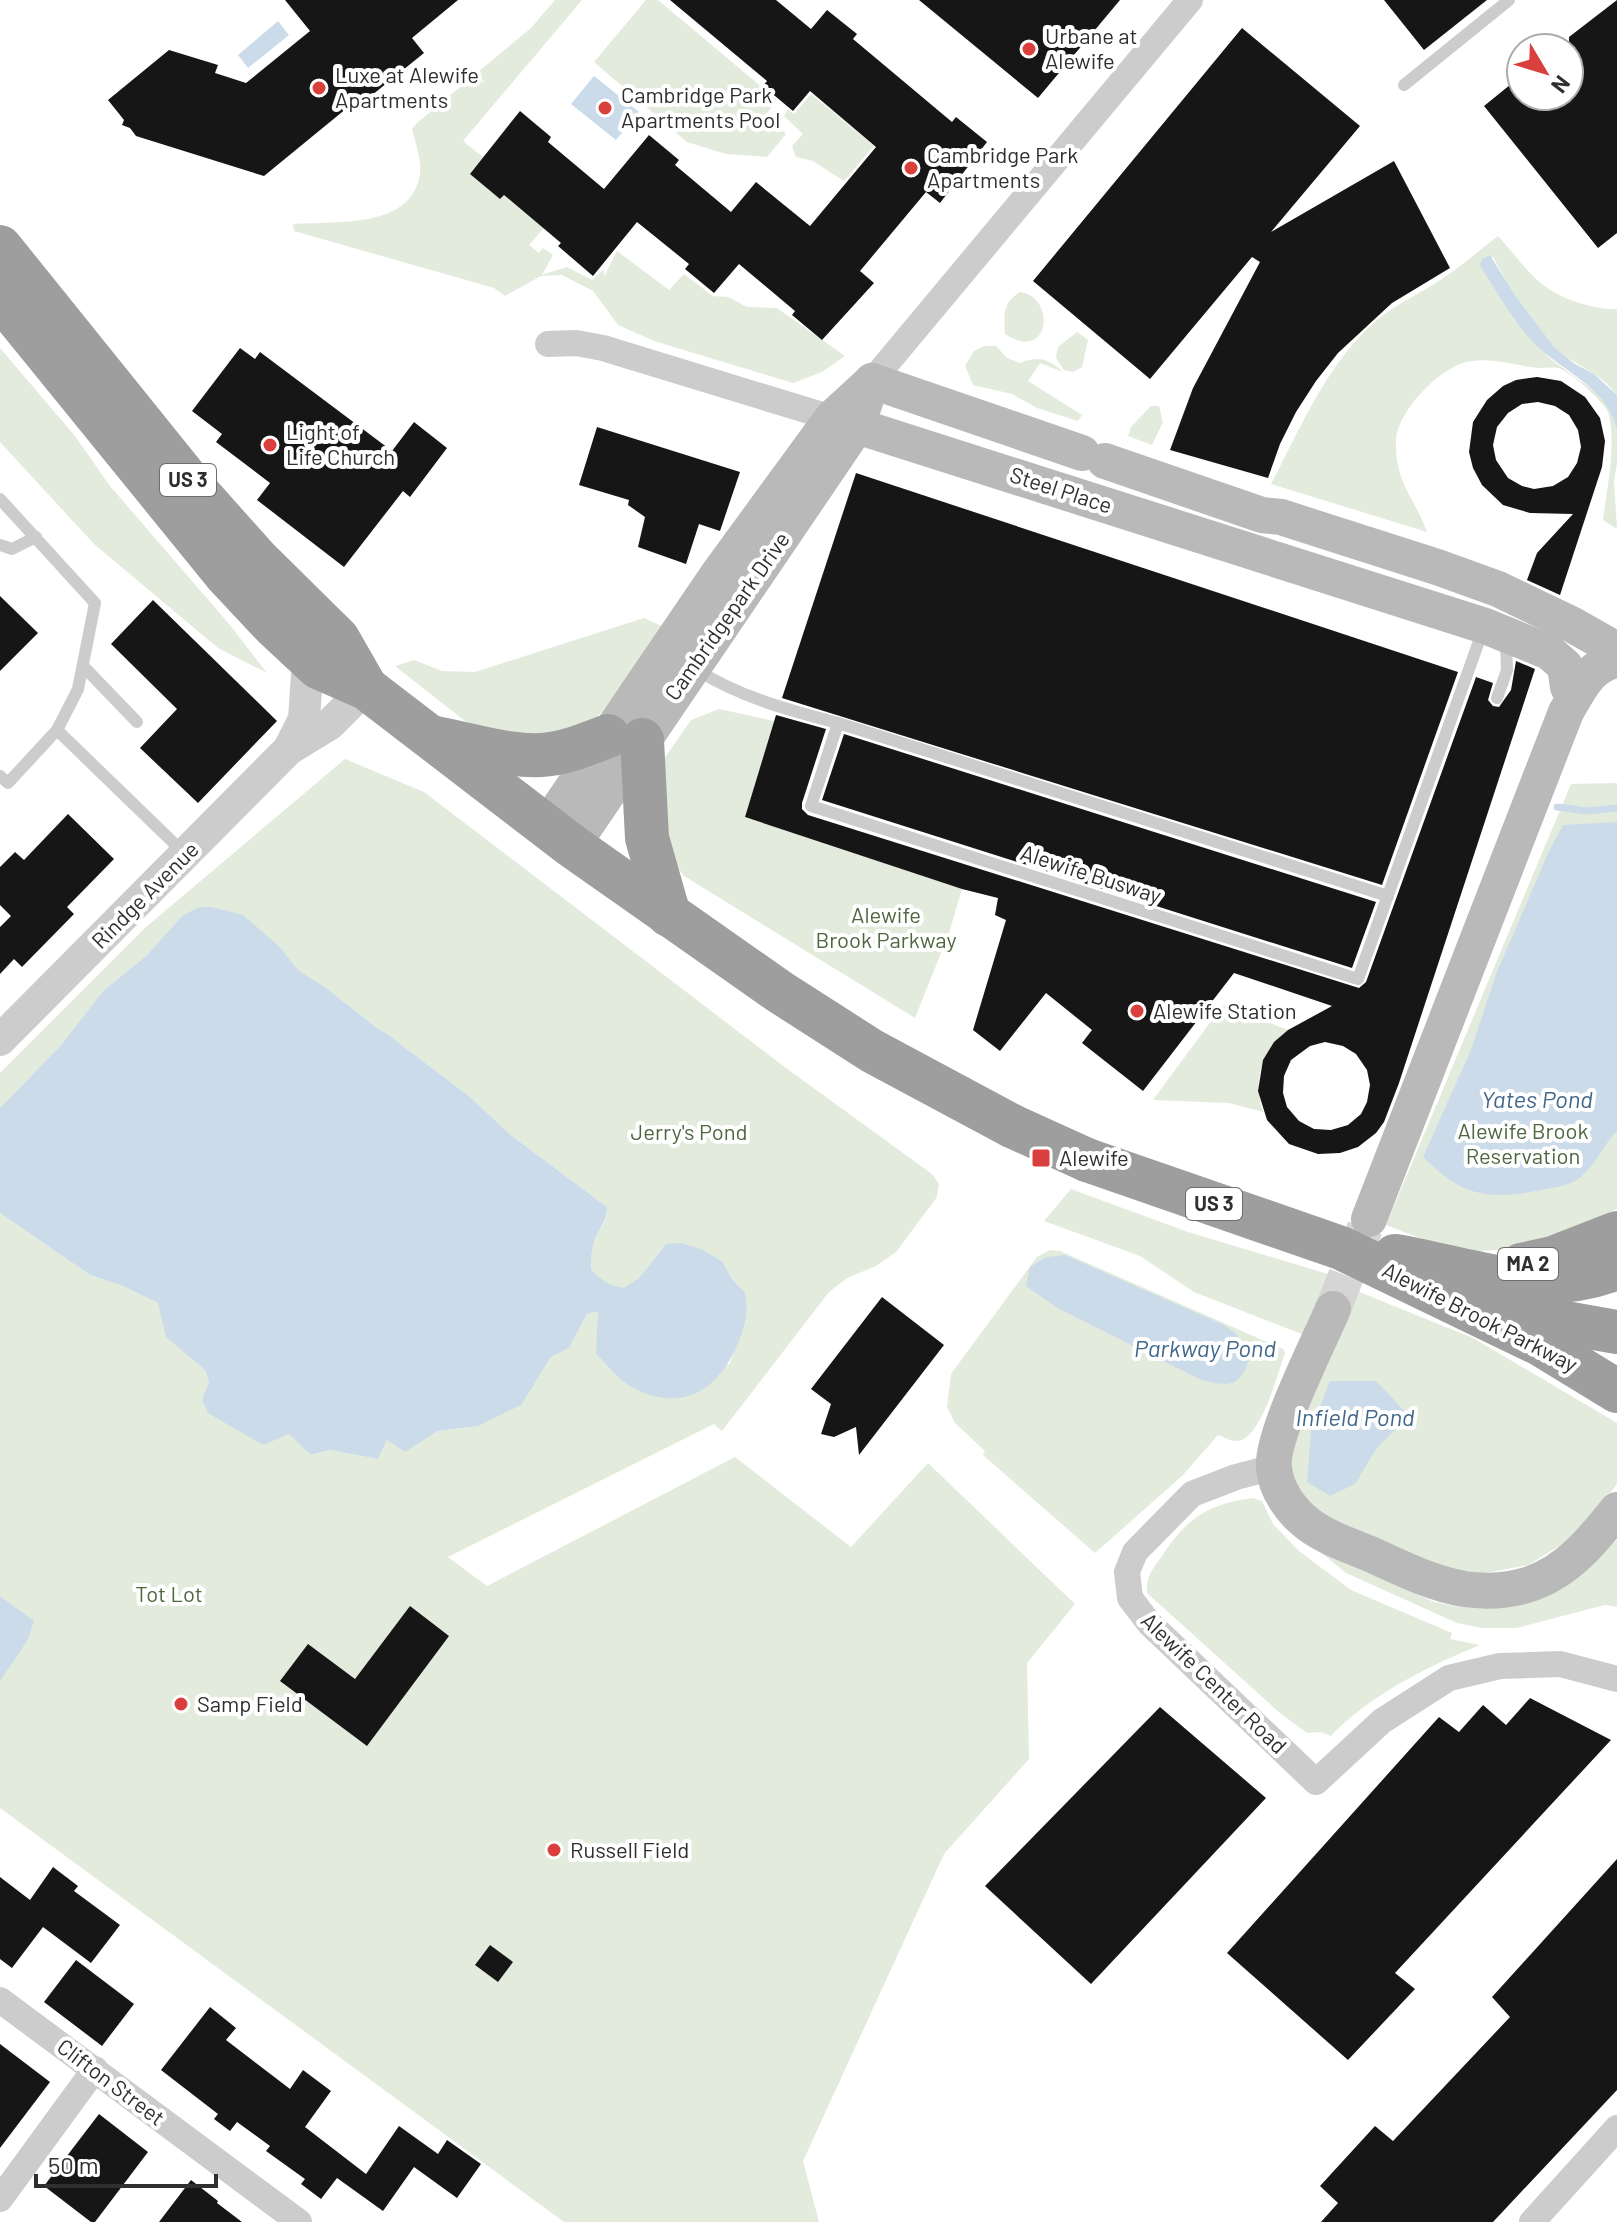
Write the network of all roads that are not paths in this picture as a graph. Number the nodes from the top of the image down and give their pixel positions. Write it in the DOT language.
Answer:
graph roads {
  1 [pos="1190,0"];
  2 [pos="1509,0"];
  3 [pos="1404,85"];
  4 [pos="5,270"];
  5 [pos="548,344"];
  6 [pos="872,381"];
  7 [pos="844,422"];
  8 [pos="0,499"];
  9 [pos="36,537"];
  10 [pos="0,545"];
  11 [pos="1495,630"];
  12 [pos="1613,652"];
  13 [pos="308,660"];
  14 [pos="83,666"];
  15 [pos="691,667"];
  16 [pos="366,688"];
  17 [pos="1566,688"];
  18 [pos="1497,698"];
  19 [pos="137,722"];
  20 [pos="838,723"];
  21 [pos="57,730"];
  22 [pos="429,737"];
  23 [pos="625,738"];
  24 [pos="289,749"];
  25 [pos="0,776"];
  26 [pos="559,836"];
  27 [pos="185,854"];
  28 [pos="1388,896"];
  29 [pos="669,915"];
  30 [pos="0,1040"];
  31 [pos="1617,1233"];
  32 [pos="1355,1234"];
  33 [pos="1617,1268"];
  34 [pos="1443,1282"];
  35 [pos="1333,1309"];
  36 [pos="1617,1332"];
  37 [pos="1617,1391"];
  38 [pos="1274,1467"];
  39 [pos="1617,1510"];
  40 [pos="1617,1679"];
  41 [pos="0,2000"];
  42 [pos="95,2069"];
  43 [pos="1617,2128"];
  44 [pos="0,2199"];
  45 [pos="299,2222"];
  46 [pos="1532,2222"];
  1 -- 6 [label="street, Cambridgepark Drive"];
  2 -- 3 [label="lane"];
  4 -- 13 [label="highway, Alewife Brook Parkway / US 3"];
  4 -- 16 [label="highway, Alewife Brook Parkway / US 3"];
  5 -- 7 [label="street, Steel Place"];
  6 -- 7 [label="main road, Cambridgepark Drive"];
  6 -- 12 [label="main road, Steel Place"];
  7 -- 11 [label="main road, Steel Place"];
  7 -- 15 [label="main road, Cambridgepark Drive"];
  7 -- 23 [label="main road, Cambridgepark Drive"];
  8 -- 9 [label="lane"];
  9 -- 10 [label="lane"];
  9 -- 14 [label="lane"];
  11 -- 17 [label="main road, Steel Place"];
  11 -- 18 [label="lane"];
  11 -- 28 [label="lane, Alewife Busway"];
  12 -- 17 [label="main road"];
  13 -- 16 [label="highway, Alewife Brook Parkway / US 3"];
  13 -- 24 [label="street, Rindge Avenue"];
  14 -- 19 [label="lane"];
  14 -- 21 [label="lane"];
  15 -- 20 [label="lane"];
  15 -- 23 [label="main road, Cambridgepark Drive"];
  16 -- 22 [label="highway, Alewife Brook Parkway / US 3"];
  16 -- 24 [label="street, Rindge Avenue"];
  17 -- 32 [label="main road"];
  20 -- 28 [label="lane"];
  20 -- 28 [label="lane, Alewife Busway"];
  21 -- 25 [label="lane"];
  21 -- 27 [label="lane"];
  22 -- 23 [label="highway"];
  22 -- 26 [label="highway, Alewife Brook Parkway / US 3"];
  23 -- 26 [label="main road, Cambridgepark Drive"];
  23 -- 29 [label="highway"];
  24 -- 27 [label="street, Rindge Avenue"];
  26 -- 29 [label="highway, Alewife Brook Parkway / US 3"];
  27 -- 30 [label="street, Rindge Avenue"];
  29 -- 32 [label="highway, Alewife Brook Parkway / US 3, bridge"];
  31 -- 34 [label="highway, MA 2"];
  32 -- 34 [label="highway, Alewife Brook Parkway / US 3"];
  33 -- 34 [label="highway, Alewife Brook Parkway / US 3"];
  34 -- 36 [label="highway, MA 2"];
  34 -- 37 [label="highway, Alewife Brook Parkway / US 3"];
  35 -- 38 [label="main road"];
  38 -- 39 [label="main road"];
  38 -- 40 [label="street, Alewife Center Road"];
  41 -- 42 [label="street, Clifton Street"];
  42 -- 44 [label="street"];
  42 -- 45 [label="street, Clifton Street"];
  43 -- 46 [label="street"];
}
--
▶ _Work to be completed_
Transcribe all of the records above character for character. Exclude the pictures.

▶ _Expected answer_
Write the network of all roads that are not paths in this picture as a graph. Number the nodes from the top of the image down and give their pixel positions. Write it in the DOT language.
Answer:
graph roads {
  1 [pos="1190,0"];
  2 [pos="1509,0"];
  3 [pos="1404,85"];
  4 [pos="5,270"];
  5 [pos="548,344"];
  6 [pos="872,381"];
  7 [pos="844,422"];
  8 [pos="0,499"];
  9 [pos="36,537"];
  10 [pos="0,545"];
  11 [pos="1495,630"];
  12 [pos="1613,652"];
  13 [pos="308,660"];
  14 [pos="83,666"];
  15 [pos="691,667"];
  16 [pos="366,688"];
  17 [pos="1566,688"];
  18 [pos="1497,698"];
  19 [pos="137,722"];
  20 [pos="838,723"];
  21 [pos="57,730"];
  22 [pos="429,737"];
  23 [pos="625,738"];
  24 [pos="289,749"];
  25 [pos="0,776"];
  26 [pos="559,836"];
  27 [pos="185,854"];
  28 [pos="1388,896"];
  29 [pos="669,915"];
  30 [pos="0,1040"];
  31 [pos="1617,1233"];
  32 [pos="1355,1234"];
  33 [pos="1617,1268"];
  34 [pos="1443,1282"];
  35 [pos="1333,1309"];
  36 [pos="1617,1332"];
  37 [pos="1617,1391"];
  38 [pos="1274,1467"];
  39 [pos="1617,1510"];
  40 [pos="1617,1679"];
  41 [pos="0,2000"];
  42 [pos="95,2069"];
  43 [pos="1617,2128"];
  44 [pos="0,2199"];
  45 [pos="299,2222"];
  46 [pos="1532,2222"];
  1 -- 6 [label="street, Cambridgepark Drive"];
  2 -- 3 [label="lane"];
  4 -- 13 [label="highway, Alewife Brook Parkway / US 3"];
  4 -- 16 [label="highway, Alewife Brook Parkway / US 3"];
  5 -- 7 [label="street, Steel Place"];
  6 -- 7 [label="main road, Cambridgepark Drive"];
  6 -- 12 [label="main road, Steel Place"];
  7 -- 11 [label="main road, Steel Place"];
  7 -- 15 [label="main road, Cambridgepark Drive"];
  7 -- 23 [label="main road, Cambridgepark Drive"];
  8 -- 9 [label="lane"];
  9 -- 10 [label="lane"];
  9 -- 14 [label="lane"];
  11 -- 17 [label="main road, Steel Place"];
  11 -- 18 [label="lane"];
  11 -- 28 [label="lane, Alewife Busway"];
  12 -- 17 [label="main road"];
  13 -- 16 [label="highway, Alewife Brook Parkway / US 3"];
  13 -- 24 [label="street, Rindge Avenue"];
  14 -- 19 [label="lane"];
  14 -- 21 [label="lane"];
  15 -- 20 [label="lane"];
  15 -- 23 [label="main road, Cambridgepark Drive"];
  16 -- 22 [label="highway, Alewife Brook Parkway / US 3"];
  16 -- 24 [label="street, Rindge Avenue"];
  17 -- 32 [label="main road"];
  20 -- 28 [label="lane"];
  20 -- 28 [label="lane, Alewife Busway"];
  21 -- 25 [label="lane"];
  21 -- 27 [label="lane"];
  22 -- 23 [label="highway"];
  22 -- 26 [label="highway, Alewife Brook Parkway / US 3"];
  23 -- 26 [label="main road, Cambridgepark Drive"];
  23 -- 29 [label="highway"];
  24 -- 27 [label="street, Rindge Avenue"];
  26 -- 29 [label="highway, Alewife Brook Parkway / US 3"];
  27 -- 30 [label="street, Rindge Avenue"];
  29 -- 32 [label="highway, Alewife Brook Parkway / US 3, bridge"];
  31 -- 34 [label="highway, MA 2"];
  32 -- 34 [label="highway, Alewife Brook Parkway / US 3"];
  33 -- 34 [label="highway, Alewife Brook Parkway / US 3"];
  34 -- 36 [label="highway, MA 2"];
  34 -- 37 [label="highway, Alewife Brook Parkway / US 3"];
  35 -- 38 [label="main road"];
  38 -- 39 [label="main road"];
  38 -- 40 [label="street, Alewife Center Road"];
  41 -- 42 [label="street, Clifton Street"];
  42 -- 44 [label="street"];
  42 -- 45 [label="street, Clifton Street"];
  43 -- 46 [label="street"];
}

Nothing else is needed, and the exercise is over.